Columbus

O master of all seamen and all seas,
Who first dared set a sail toward sunset shores,
Not as Odysseus sailed thou, for the love
Of blue sea water, nor of the sweet sound
Of surges smiting on thy vessel's prow;
Nor of the soft white bosom of thy sail
Swelling against blue heaven. Unto thee
The waters were but wastes that lay between
Thee and thy prize. The stars of heaven, guides
That pointed toward the ever-widening west.
Prophet wer't thou, who saw in things that were
Only the future, and thy soul was set
To journey toward the west, like kings of old
Who followed from the east a western star.

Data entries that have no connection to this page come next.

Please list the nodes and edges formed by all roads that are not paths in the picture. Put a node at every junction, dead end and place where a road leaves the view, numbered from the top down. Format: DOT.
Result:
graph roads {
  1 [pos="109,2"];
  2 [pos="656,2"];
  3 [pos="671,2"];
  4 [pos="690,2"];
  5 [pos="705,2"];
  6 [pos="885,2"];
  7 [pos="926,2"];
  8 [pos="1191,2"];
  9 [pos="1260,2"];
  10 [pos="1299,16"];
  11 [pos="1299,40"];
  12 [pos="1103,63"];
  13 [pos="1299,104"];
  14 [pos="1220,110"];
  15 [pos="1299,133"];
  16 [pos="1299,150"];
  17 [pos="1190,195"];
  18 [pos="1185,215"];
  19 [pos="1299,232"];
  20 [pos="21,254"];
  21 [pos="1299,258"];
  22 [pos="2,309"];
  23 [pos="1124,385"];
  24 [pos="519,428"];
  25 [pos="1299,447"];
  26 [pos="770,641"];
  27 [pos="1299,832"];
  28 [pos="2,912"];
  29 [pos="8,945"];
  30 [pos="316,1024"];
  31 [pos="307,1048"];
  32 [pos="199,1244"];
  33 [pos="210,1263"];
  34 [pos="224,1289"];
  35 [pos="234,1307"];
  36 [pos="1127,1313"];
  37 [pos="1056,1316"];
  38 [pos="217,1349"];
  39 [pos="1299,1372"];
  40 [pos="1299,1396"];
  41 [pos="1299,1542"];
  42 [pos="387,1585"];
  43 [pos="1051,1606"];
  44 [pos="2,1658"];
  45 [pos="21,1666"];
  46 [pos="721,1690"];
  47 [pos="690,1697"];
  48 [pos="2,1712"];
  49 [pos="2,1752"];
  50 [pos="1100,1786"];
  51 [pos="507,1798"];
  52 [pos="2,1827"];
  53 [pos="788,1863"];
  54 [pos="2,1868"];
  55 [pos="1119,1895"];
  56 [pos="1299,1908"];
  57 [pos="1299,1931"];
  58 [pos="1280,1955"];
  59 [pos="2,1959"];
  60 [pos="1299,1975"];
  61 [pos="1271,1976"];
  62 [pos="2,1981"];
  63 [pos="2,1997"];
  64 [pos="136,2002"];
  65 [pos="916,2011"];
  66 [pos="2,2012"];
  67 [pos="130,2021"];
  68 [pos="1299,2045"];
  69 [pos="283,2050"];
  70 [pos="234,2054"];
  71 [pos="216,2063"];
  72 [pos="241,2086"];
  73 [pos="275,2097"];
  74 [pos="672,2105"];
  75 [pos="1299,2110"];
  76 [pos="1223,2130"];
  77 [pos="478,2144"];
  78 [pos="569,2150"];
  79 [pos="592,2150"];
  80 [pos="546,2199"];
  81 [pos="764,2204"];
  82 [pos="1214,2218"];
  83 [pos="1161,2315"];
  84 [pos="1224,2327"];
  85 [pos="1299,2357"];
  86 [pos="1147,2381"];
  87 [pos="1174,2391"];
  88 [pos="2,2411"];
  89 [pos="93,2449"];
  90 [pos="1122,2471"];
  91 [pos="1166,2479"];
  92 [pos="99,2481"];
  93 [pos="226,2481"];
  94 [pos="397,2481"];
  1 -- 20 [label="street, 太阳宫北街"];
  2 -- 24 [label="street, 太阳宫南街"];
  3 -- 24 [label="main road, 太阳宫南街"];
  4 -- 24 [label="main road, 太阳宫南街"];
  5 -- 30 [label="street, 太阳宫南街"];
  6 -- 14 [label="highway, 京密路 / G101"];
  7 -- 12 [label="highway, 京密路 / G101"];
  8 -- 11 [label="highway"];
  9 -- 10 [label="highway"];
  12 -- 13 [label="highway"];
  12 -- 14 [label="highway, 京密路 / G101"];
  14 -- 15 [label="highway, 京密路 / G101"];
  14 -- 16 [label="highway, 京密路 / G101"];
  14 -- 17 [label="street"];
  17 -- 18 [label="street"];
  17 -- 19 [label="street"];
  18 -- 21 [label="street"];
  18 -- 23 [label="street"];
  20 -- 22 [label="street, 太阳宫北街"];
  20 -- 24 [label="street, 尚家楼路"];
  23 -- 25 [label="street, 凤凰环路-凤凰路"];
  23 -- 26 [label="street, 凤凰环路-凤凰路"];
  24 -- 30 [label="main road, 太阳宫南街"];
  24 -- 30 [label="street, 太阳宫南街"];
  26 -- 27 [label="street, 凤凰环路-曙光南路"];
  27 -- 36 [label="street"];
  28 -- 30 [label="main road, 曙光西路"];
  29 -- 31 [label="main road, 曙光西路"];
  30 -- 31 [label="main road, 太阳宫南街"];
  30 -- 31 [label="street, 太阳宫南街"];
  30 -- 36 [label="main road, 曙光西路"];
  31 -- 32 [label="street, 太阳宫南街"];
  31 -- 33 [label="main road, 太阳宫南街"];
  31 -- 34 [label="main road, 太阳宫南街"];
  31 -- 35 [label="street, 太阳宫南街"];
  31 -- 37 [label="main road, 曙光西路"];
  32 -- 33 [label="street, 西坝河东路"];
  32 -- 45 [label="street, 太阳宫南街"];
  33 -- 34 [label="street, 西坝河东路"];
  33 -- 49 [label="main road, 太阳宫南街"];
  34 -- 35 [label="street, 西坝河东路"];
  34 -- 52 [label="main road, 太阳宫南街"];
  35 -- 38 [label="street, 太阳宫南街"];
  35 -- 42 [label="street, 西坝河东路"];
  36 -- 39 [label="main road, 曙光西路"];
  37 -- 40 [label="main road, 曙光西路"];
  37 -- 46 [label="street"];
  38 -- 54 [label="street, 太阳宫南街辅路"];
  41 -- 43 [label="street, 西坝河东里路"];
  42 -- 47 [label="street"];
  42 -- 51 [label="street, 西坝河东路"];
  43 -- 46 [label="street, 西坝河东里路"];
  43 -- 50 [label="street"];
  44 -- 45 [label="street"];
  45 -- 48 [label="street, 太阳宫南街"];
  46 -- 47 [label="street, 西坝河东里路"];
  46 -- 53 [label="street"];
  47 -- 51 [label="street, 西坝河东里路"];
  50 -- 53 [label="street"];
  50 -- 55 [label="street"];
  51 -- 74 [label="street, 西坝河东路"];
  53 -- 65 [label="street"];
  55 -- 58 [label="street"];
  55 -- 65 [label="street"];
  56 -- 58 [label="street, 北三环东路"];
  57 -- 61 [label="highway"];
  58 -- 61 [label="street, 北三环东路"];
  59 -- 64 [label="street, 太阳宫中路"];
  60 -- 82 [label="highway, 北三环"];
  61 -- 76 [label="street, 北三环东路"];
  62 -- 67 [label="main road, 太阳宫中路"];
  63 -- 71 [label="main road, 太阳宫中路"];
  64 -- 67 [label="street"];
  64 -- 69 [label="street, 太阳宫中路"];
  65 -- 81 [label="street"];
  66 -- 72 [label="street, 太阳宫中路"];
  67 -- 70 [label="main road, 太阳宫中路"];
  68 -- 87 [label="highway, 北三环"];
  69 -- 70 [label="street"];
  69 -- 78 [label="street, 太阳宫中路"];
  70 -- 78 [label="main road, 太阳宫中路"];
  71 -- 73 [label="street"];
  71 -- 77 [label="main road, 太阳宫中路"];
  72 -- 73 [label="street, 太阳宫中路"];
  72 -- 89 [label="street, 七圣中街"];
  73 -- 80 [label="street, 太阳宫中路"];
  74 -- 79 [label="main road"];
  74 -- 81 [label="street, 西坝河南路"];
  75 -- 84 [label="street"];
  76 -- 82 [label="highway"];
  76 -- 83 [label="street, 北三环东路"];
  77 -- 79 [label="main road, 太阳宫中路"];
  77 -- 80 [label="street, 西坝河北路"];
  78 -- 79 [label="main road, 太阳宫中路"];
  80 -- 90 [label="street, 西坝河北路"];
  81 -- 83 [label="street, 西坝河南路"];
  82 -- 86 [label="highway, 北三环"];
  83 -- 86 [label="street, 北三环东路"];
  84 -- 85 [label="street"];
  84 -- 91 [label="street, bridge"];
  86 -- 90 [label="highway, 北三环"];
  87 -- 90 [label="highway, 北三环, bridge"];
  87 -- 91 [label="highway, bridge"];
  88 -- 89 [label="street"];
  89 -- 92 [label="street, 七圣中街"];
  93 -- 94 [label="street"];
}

Most happy of all bards wert thou, who saw
Thy fancies take upon them form and shape
Thy realized ideal in the line
Of low, blue, coast that rose before thine eyes
At last, as it had done so oft in sleep,
In those low lengths of sunlit land that stretched
Into the smoking sunset. Thou whose soul
Saw what thine eyes, though fain, were weak to see;
Upon the swift wings of thy dreams, a world
Fast followed and thou didst create the west;
Even as He, the All-Begetting, once,
Sleeping his sleep of the eternities,
Was restless, stirred uneasily in space.
And into being dreamed the universe.